*Exercise aim*: The word "down" marks the lines to report; pull each of them from the listing.

*** Opening of Material for the task ***

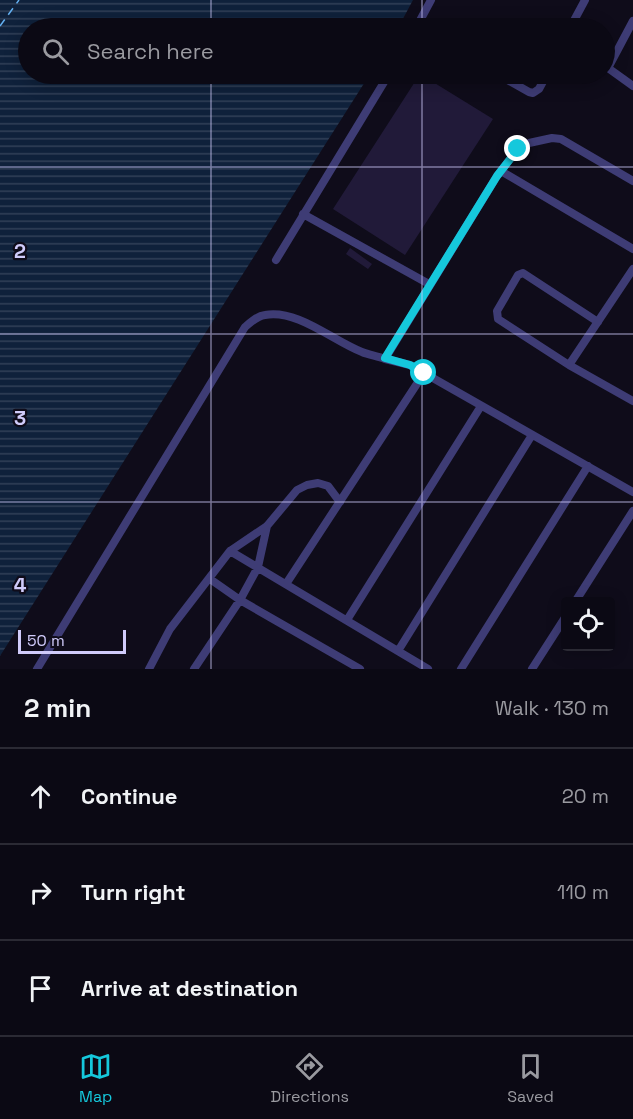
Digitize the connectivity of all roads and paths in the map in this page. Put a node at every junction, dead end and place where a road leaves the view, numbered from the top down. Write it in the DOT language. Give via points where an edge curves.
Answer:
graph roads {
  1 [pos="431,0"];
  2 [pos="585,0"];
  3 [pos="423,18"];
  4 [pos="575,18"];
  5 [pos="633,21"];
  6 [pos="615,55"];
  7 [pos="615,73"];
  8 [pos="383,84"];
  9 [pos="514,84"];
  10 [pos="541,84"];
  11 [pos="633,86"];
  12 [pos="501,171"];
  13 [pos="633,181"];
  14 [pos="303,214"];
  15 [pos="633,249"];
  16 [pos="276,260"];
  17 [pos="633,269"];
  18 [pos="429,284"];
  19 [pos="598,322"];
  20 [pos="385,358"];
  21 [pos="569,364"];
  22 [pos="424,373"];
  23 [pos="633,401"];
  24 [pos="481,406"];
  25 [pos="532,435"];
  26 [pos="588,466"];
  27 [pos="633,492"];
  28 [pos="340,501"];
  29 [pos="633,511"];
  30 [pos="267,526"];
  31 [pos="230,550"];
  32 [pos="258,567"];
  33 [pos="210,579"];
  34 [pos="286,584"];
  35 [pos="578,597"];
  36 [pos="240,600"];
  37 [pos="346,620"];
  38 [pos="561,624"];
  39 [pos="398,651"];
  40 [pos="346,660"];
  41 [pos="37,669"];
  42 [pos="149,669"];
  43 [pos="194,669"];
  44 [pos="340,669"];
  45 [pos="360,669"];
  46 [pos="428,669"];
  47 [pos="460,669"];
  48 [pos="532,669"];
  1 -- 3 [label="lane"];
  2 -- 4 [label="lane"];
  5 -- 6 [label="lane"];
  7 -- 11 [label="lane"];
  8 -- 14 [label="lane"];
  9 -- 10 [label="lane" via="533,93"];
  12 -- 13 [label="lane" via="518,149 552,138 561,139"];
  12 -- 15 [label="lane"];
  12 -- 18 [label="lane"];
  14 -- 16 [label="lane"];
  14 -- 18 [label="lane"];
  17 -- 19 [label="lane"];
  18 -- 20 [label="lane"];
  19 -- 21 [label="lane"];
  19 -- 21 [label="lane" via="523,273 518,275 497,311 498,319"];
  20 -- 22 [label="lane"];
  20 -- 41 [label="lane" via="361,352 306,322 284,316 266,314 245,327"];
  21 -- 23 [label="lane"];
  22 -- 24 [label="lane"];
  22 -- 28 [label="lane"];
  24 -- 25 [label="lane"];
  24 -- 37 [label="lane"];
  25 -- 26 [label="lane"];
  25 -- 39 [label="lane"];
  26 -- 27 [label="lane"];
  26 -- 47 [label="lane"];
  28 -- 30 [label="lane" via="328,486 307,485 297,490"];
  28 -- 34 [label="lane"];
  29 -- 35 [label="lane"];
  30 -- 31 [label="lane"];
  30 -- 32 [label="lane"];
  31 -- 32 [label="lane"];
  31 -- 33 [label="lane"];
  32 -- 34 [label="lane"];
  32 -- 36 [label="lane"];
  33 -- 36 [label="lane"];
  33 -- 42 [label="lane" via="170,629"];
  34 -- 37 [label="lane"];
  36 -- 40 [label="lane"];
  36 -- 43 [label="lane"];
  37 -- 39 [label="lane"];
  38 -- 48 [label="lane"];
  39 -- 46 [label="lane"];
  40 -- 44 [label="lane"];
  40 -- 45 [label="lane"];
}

*** Close of Material for the task ***
*** Opening of Material for the task ***

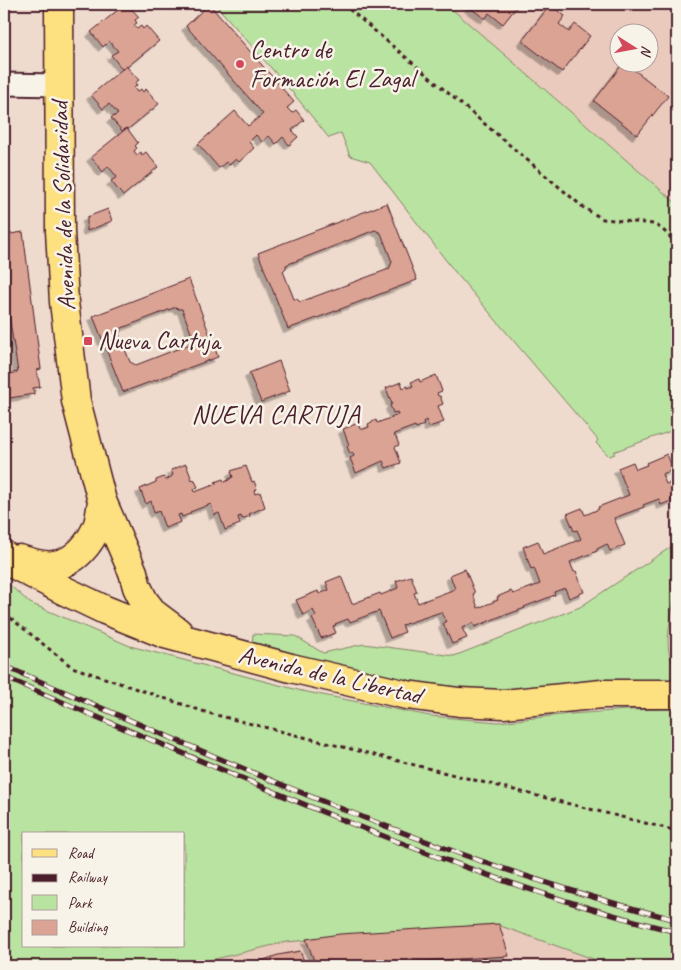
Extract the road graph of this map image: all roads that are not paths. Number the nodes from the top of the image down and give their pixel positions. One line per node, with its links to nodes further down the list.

*** Close of Material for the task ***

*Exercise output*:
Digitize the connectivity of all roads and paths in the map in this page. Put a node at every junction, dead end and place where a road leaves the view, numbered from the top down. Write it in the DOT language. Give via points where an edge curves.
Extract the road graph of this map image: all roads that are not paths. Number the nodes from the top of the image down and give their pixel positions. One line per node, with its links to nodes further down the list.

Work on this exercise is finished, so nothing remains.